Only lines holding "STETTINER" are wanted; copy each of them from the records below.

[Data entries]
****************************************

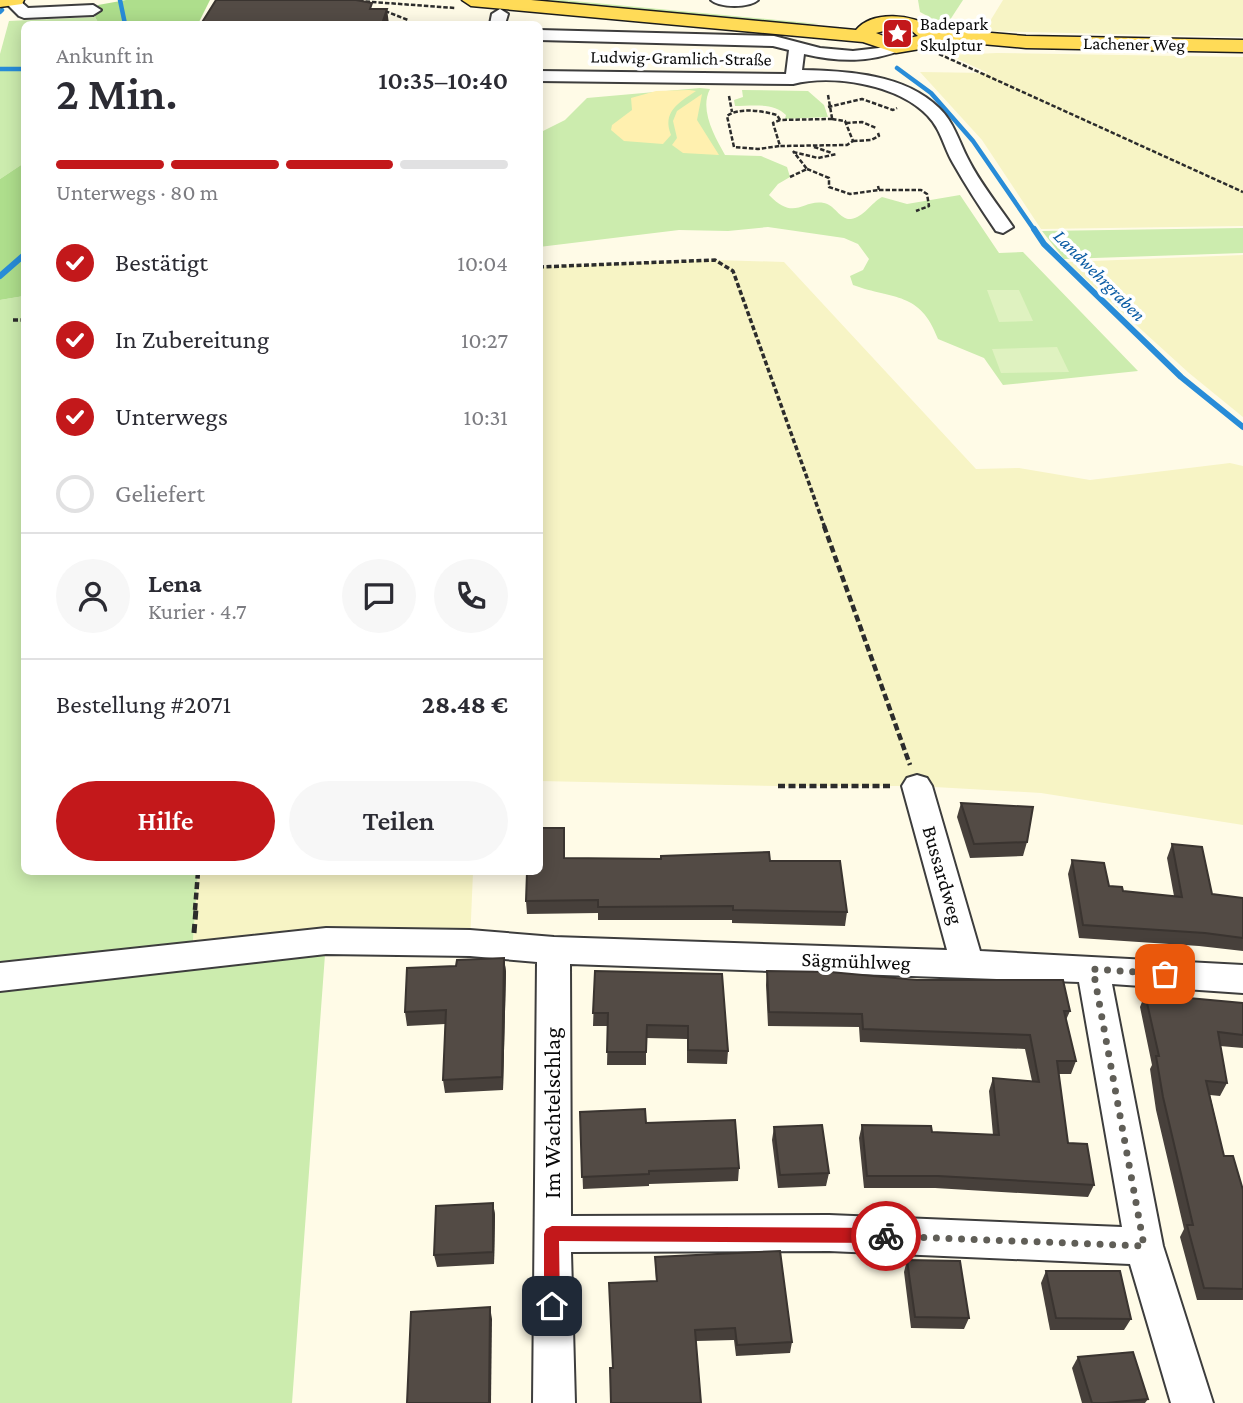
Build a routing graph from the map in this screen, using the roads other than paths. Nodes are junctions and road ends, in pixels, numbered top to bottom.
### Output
1 (471, 0) edge
2 (527, 0) edge
3 (718, 0) edge
4 (726, 0) edge
5 (751, 0) edge
6 (8, 2) edge
7 (565, 7) junction
8 (93, 10) dead end
9 (543, 35) edge
10 (927, 41) junction
11 (876, 43) junction
12 (1243, 46) edge
13 (797, 49) junction
14 (793, 75) junction
15 (543, 76) edge
16 (1003, 227) dead end
17 (917, 786) road end
18 (554, 950) junction
19 (968, 965) junction
20 (1093, 969) junction
21 (0, 977) edge
22 (1243, 979) edge
23 (552, 1234) junction
24 (1144, 1246) junction
25 (554, 1403) edge
26 (1192, 1403) edge

1 - 7 main road
2 - 7 main road
3 - 4 street
4 - 5 street
6 - 8 street
7 - 11 main road
9 - 13 street, Ludwig-Gramlich-Straße
10 - 11 main road
10 - 11 main road
10 - 12 main road, Lachener Weg
11 - 13 street, Ludwig-Gramlich-Straße
13 - 14 street, Ludwig-Gramlich-Straße
14 - 15 street, Ludwig-Gramlich-Straße
14 - 16 street
17 - 19 street, Bussardweg
18 - 19 street, Sägmühlweg
18 - 21 street, Sägmühlweg
18 - 23 street, Im Wachtelschlag
19 - 20 street, Sägmühlweg
20 - 22 street, Sägmühlweg
20 - 24 street
23 - 24 street
23 - 25 street, Im Wachtelschlag
24 - 26 street

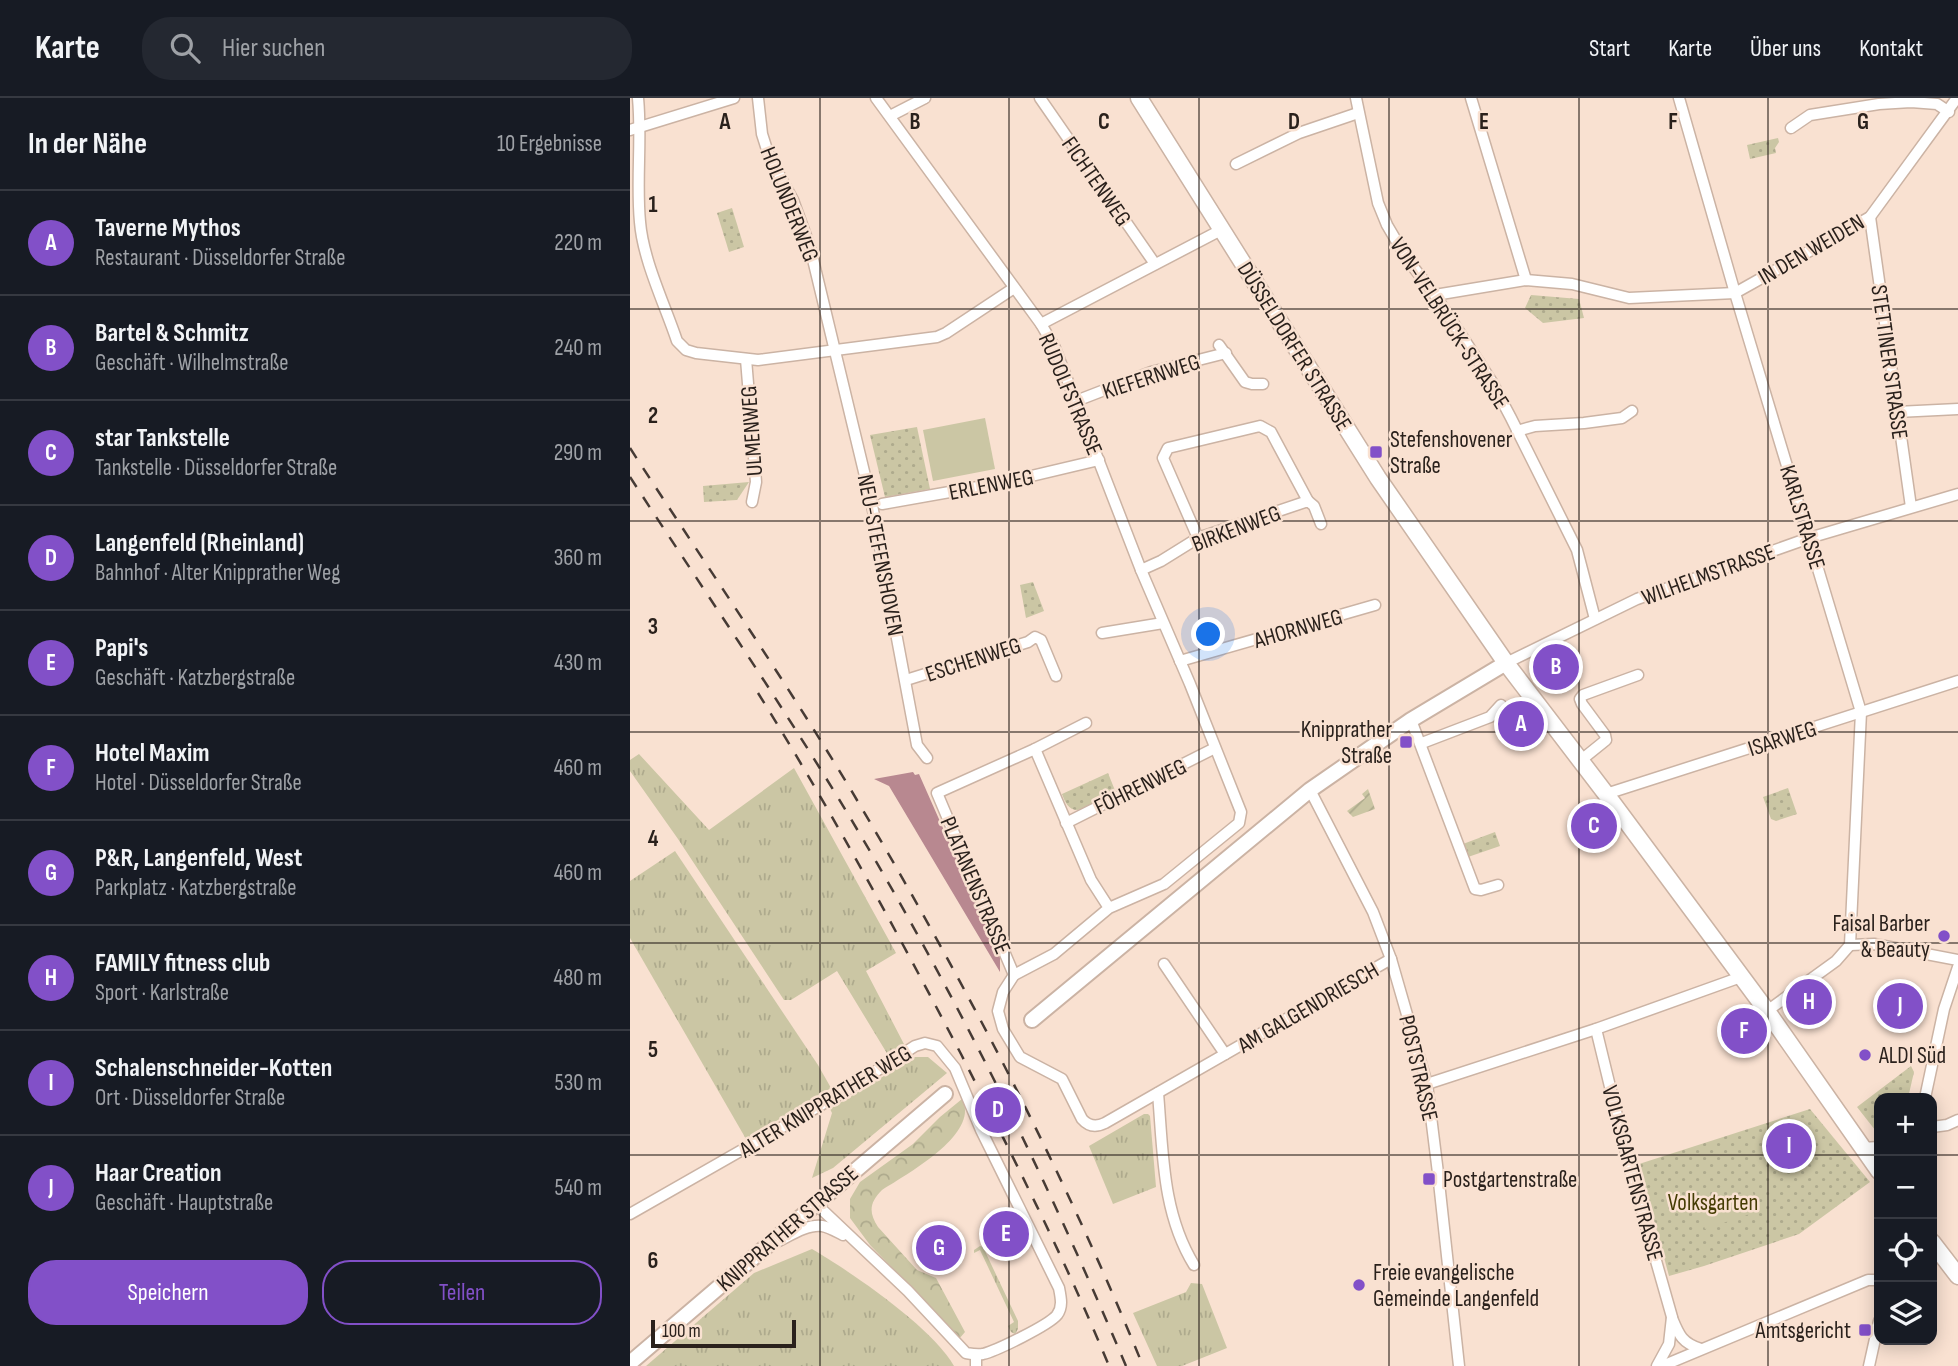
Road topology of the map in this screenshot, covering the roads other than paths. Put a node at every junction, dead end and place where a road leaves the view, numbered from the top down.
1 (638, 98) edge
2 (734, 98) edge
3 (758, 98) edge
4 (876, 98) edge
5 (925, 98) edge
6 (1040, 98) edge
7 (1139, 98) edge
8 (1356, 98) edge
9 (1471, 98) edge
10 (1679, 98) edge
11 (1957, 98) edge
12 (1949, 112) junction
13 (1358, 113) junction
14 (890, 116) junction
15 (641, 127) junction
16 (1791, 128) dead end
17 (630, 130) edge
18 (1236, 164) dead end
19 (1870, 217) junction
20 (1222, 230) junction
21 (1155, 264) junction
22 (1526, 280) junction
23 (1014, 288) junction
24 (1735, 293) junction
25 (1434, 295) junction
26 (1041, 324) junction
27 (836, 351) junction
28 (746, 359) junction
29 (1263, 384) dead end
30 (1076, 401) junction
31 (1958, 409) edge
32 (1632, 411) dead end
33 (1897, 412) junction
34 (1517, 431) junction
35 (1099, 460) junction
36 (1958, 494) edge
37 (1308, 501) junction
38 (752, 502) dead end
39 (882, 504) dead end
40 (1911, 507) junction
41 (1321, 524) dead end
42 (1198, 538) junction
43 (1809, 538) junction
44 (1141, 570) junction
45 (1375, 605) dead end
46 (1595, 619) junction
47 (1163, 623) junction
48 (1102, 633) dead end
49 (1180, 661) junction
50 (1506, 663) junction
51 (1638, 675) dead end
52 (1056, 676) dead end
53 (906, 680) junction
54 (1958, 681) edge
55 (1190, 684) joint
56 (1501, 705) dead end
57 (1861, 712) junction
58 (1411, 720) junction
59 (1086, 723) dead end
60 (1422, 743) junction
61 (1214, 748) junction
62 (1035, 750) junction
63 (927, 758) dead end
64 (1580, 761) junction
65 (1310, 790) junction
66 (1606, 794) junction
67 (1066, 822) junction
68 (1498, 884) dead end
69 (1109, 908) junction
70 (1850, 945) junction
71 (1391, 959) junction
72 (1958, 960) edge
73 (1164, 964) dead end
74 (1958, 967) edge
75 (1014, 975) junction
76 (1741, 977) junction
77 (1767, 1011) junction
78 (1032, 1020) dead end
79 (1596, 1029) junction
80 (1226, 1054) junction
81 (1427, 1084) junction
82 (1158, 1093) junction
83 (1926, 1093) edge
84 (945, 1094) dead end
85 (1958, 1120) edge
86 (1937, 1126) edge
87 (1874, 1147) edge
88 (1862, 1148) junction
89 (1874, 1164) edge
90 (816, 1204) junction
91 (630, 1214) edge
92 (853, 1240) junction
93 (761, 1251) junction
94 (1938, 1258) edge
95 (1194, 1265) dead end
96 (1958, 1276) edge
97 (1874, 1280) edge
98 (1672, 1317) junction
99 (1874, 1344) edge
100 (1701, 1349) junction
101 (976, 1355) junction
102 (630, 1363) edge
103 (976, 1366) edge
104 (1459, 1366) edge
105 (1660, 1366) edge
106 (1869, 1366) edge

1 - 15 street
2 - 15 street
3 - 27 street, HOLUNDERWEG
4 - 14 street, RUDOLFSTRASSE
5 - 14 street
6 - 21 street, FICHTENWEG
7 - 20 main road, DÜSSELDORFER STRASSE
8 - 13 street, VON-VELBRÜCK-STRASSE
9 - 22 street
10 - 24 street, KARLSTRASSE
11 - 12 street, IN DEN WEIDEN
12 - 16 street
12 - 19 street, IN DEN WEIDEN
13 - 18 street
13 - 25 street, VON-VELBRÜCK-STRASSE
14 - 23 street, RUDOLFSTRASSE
15 - 17 street
15 - 28 street
19 - 24 street, IN DEN WEIDEN
19 - 33 street, STETTINER STRASSE
20 - 21 street
20 - 50 main road, DÜSSELDORFER STRASSE
21 - 26 street
22 - 24 street
22 - 25 street
23 - 26 street, RUDOLFSTRASSE
23 - 27 street
24 - 43 street, KARLSTRASSE
25 - 34 street, VON-VELBRÜCK-STRASSE
26 - 30 street, RUDOLFSTRASSE
27 - 28 street
27 - 53 street, NEU-STEFENSHOVEN
28 - 38 street, ULMENWEG
29 - 30 street, KIEFERNWEG
30 - 35 street, RUDOLFSTRASSE
31 - 33 street
32 - 34 street
33 - 40 street, STETTINER STRASSE
34 - 46 street, VON-VELBRÜCK-STRASSE
35 - 39 street, ERLENWEG
35 - 44 street, RUDOLFSTRASSE
36 - 40 street, WILHELMSTRASSE
37 - 41 street, BIRKENWEG
37 - 42 street, BIRKENWEG
37 - 42 street
40 - 43 street, WILHELMSTRASSE
42 - 44 street, BIRKENWEG
43 - 46 street, WILHELMSTRASSE
43 - 57 street, KARLSTRASSE
44 - 47 street, RUDOLFSTRASSE
45 - 49 street, AHORNWEG
46 - 50 street, WILHELMSTRASSE
47 - 48 street
47 - 49 street, RUDOLFSTRASSE
49 - 55 street, RUDOLFSTRASSE
50 - 58 main road
50 - 64 main road, DÜSSELDORFER STRASSE
51 - 64 street
52 - 53 street, ESCHENWEG
53 - 63 street, NEU-STEFENSHOVEN
54 - 57 street, ISARWEG
55 - 61 street, PLATANENSTRASSE
56 - 60 street
57 - 66 street, ISARWEG
57 - 70 street, KARLSTRASSE
58 - 60 street
58 - 65 main road
59 - 62 street
60 - 68 street
61 - 67 street, FÖHRENWEG
61 - 69 street, PLATANENSTRASSE
62 - 67 street, FÖHRENWEG
62 - 75 street, PLATANENSTRASSE
64 - 66 main road, DÜSSELDORFER STRASSE
65 - 71 street, POSTSTRASSE
65 - 78 main road
66 - 76 main road, DÜSSELDORFER STRASSE
67 - 69 street, FÖHRENWEG
69 - 75 street, PLATANENSTRASSE
70 - 72 street
70 - 77 street
71 - 80 street, AM GALGENDRIESCH
71 - 81 street, POSTSTRASSE
73 - 80 street, AM GALGENDRIESCH
74 - 83 street
75 - 82 street, AM GALGENDRIESCH
76 - 77 main road, DÜSSELDORFER STRASSE
76 - 79 street
77 - 88 main road, DÜSSELDORFER STRASSE
79 - 81 street
79 - 98 street, VOLKSGARTENSTRASSE
80 - 82 street, AM GALGENDRIESCH
81 - 104 street, POSTSTRASSE
82 - 95 street
84 - 90 main road, KNIPPRATHER STRASSE
85 - 86 street
87 - 88 street
88 - 89 main road, DÜSSELDORFER STRASSE
90 - 92 street
90 - 93 main road, KNIPPRATHER STRASSE
91 - 101 street, ALTER KNIPPRATHER WEG
92 - 93 street
92 - 101 street
93 - 102 main road, KNIPPRATHER STRASSE
94 - 96 main road
97 - 100 street
98 - 100 street, VOLKSGARTENSTRASSE
98 - 105 street, VOLKSGARTENSTRASSE
99 - 106 street
100 - 105 street
101 - 103 street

****************************************

> **Reply to the exercise**
19 - 33 street, STETTINER STRASSE
33 - 40 street, STETTINER STRASSE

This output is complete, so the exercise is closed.